↓↓↓

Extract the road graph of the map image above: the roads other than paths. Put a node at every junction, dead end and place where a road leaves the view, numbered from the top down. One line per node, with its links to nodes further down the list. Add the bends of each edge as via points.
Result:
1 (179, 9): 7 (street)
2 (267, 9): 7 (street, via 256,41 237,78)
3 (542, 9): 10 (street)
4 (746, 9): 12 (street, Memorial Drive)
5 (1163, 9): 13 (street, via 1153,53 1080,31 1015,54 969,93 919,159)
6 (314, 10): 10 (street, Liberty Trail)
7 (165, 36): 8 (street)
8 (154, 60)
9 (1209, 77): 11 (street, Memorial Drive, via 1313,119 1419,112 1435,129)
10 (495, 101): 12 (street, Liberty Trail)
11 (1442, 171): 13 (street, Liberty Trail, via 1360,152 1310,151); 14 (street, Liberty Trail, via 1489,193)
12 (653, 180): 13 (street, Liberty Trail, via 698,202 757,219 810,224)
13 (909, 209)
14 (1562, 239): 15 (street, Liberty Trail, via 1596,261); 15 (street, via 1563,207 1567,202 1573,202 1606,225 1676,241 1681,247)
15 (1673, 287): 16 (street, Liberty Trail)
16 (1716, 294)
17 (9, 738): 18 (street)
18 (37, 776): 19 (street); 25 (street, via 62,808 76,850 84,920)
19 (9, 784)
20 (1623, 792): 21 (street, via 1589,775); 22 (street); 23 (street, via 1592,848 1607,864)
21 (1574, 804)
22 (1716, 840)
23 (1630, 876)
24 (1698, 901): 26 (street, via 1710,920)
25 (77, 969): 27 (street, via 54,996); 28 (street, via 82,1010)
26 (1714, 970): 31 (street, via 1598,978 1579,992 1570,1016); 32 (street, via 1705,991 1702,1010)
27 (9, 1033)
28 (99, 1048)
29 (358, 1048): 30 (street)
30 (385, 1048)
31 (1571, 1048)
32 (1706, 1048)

↑↑↑

Task
In full and without edits, repeat the listing above.

Problem solution
Extract the road graph of the map image above: the roads other than paths. Put a node at every junction, dead end and place where a road leaves the view, numbered from the top down. One line per node, with its links to nodes further down the list. Add the bends of each edge as via points.
Result:
1 (179, 9): 7 (street)
2 (267, 9): 7 (street, via 256,41 237,78)
3 (542, 9): 10 (street)
4 (746, 9): 12 (street, Memorial Drive)
5 (1163, 9): 13 (street, via 1153,53 1080,31 1015,54 969,93 919,159)
6 (314, 10): 10 (street, Liberty Trail)
7 (165, 36): 8 (street)
8 (154, 60)
9 (1209, 77): 11 (street, Memorial Drive, via 1313,119 1419,112 1435,129)
10 (495, 101): 12 (street, Liberty Trail)
11 (1442, 171): 13 (street, Liberty Trail, via 1360,152 1310,151); 14 (street, Liberty Trail, via 1489,193)
12 (653, 180): 13 (street, Liberty Trail, via 698,202 757,219 810,224)
13 (909, 209)
14 (1562, 239): 15 (street, Liberty Trail, via 1596,261); 15 (street, via 1563,207 1567,202 1573,202 1606,225 1676,241 1681,247)
15 (1673, 287): 16 (street, Liberty Trail)
16 (1716, 294)
17 (9, 738): 18 (street)
18 (37, 776): 19 (street); 25 (street, via 62,808 76,850 84,920)
19 (9, 784)
20 (1623, 792): 21 (street, via 1589,775); 22 (street); 23 (street, via 1592,848 1607,864)
21 (1574, 804)
22 (1716, 840)
23 (1630, 876)
24 (1698, 901): 26 (street, via 1710,920)
25 (77, 969): 27 (street, via 54,996); 28 (street, via 82,1010)
26 (1714, 970): 31 (street, via 1598,978 1579,992 1570,1016); 32 (street, via 1705,991 1702,1010)
27 (9, 1033)
28 (99, 1048)
29 (358, 1048): 30 (street)
30 (385, 1048)
31 (1571, 1048)
32 (1706, 1048)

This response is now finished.